Thank you. If I dream, I will get the Focal Scala V2 Utopia -- will the M6 500i be good enough for that speaker if I was to get them?
The M6 500i is a peach of a product, short of the remote. It has more power than you should ever need, and would be just fine when paired with any of the speakers you mention -- Scala V2 Utopia included. It has an inviting yet expansive sound that I think anyone would appreciate. It isn't the last word in resolving ability, but it's still quite good. It's also worth noting that just because you have an expensive pair of speakers, you shouldn't feel compelled to spend a lot on the rest of your system so that it's somehow "balanced" in terms of component cost. Cost frequently does not correlate with sound quality in the high end. That said, the M6 500i is an easy recommendation, and despite not having listened to it in over a year, I found myself just last week fondly thinking about it.
As for the sound quality of the M6DAC versus the M6CD, I can't really say. I'm not familiar enough with Musical Fidelity's line to comment with any authority. What I can say is that they have a reputation for producing equipment that falls on the warm-sounding side, electronics included. I would bet both products are resolving, but so are a litany of others these days. Digital has come a long way, and one can get crazy high performance for not much money.
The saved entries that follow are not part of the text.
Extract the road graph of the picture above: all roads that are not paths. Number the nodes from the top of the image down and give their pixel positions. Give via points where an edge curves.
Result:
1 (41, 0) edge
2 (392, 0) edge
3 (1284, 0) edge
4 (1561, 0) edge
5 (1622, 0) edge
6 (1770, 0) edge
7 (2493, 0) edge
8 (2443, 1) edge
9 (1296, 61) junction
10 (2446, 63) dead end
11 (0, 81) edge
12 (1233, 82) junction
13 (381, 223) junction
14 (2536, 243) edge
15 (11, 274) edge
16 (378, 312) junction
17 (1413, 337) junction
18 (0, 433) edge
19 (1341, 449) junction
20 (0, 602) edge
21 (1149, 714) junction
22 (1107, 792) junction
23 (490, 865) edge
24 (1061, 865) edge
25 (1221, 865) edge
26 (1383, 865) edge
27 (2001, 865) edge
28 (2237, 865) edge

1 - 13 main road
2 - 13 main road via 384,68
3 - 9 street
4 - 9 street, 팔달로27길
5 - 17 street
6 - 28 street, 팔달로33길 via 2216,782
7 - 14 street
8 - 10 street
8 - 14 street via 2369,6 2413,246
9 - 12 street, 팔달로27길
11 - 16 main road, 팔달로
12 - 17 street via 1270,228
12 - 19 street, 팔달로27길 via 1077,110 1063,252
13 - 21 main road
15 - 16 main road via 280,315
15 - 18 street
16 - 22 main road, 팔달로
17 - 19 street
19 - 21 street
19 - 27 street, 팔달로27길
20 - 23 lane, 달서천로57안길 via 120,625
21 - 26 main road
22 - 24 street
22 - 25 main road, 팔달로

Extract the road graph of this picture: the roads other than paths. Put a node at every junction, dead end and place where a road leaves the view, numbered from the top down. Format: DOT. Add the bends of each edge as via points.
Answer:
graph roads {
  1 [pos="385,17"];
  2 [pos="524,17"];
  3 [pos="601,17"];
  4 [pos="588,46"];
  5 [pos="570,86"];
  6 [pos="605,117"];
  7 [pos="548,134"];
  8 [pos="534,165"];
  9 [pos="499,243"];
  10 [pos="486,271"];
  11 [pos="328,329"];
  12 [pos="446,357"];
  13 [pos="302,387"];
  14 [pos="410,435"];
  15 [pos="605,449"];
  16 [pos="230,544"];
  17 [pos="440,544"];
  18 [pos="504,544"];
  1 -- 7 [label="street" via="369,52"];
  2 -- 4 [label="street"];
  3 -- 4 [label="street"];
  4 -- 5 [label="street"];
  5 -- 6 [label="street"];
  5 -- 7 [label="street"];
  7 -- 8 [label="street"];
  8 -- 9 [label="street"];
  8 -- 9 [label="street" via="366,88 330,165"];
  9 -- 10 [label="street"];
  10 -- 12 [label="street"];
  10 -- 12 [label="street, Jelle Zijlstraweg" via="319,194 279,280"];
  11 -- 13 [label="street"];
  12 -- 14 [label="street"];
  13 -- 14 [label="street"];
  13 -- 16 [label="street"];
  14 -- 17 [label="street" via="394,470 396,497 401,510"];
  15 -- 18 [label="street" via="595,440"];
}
There are plenty of other companies who offer startlingly good sound for around the same price. Arcam's FMJ D33 comes to mind, as does Ayre's QB-9, Hegel's HD25, and Benchmark's DAC2-series products -- though there are many more that probably warrant consideration. If you're set on staying with Musical Fidelity, and can forgo a Compact Disc player, my recommendation would be to just grab the M6DAC.
On the 802 front. They're splendid looking speakers. They sound great. And back in the day, they were one of the best speakers you could buy for the price. I'm not so sure that the current version is as resolving as some of its competitors in the marketplace. Regardless, you know exactly what you're getting when you buy a pair. Given that, your strong affinity for them, and the fact that they will produce quite the sonorous sound when paired with the Musical Fidelity amp, I say make the jump and don't pay a second thought to the Electra 1038. While I'm confident the Focals are at least as revealing as the 802s -- possibly more so -- they don't have the same pomp and circumstance. The Musical Fidelity / Bowers & Wilkins tandem will look and sound great 25 years from now. Go for it. . . . Hans Wetzel
To Hans Wetzel,
Your review of KEF's R900 speakers was very informative and full of good information. I am interested in your room size as I am being advised that the R900s are too big for my room. My room is 5.6 meters wide where the speakers will be located, and the back wall is 7.15 meters wide. Length is 7 meters. It is about 45 square meters in area. I'm told I should get the smaller R500 but didn't really like the sound coming from them.
I live in Moscow, Russia, and have limited choices but have been looking at the Bowers & Wilkins CM10/CM9 surround-sound speaker system and Sonus Faber's Venere 3.0. These are available in gloss white as my wife is insisting on this color for our apartment. All the speakers will be used in a surround-sound system but I listen to a lot to music and will possibly get an amp that delivers good music as well as movies. At some stage I may get a separate amp and processor just for playing music. So maybe the movies would be the priority for the new amp.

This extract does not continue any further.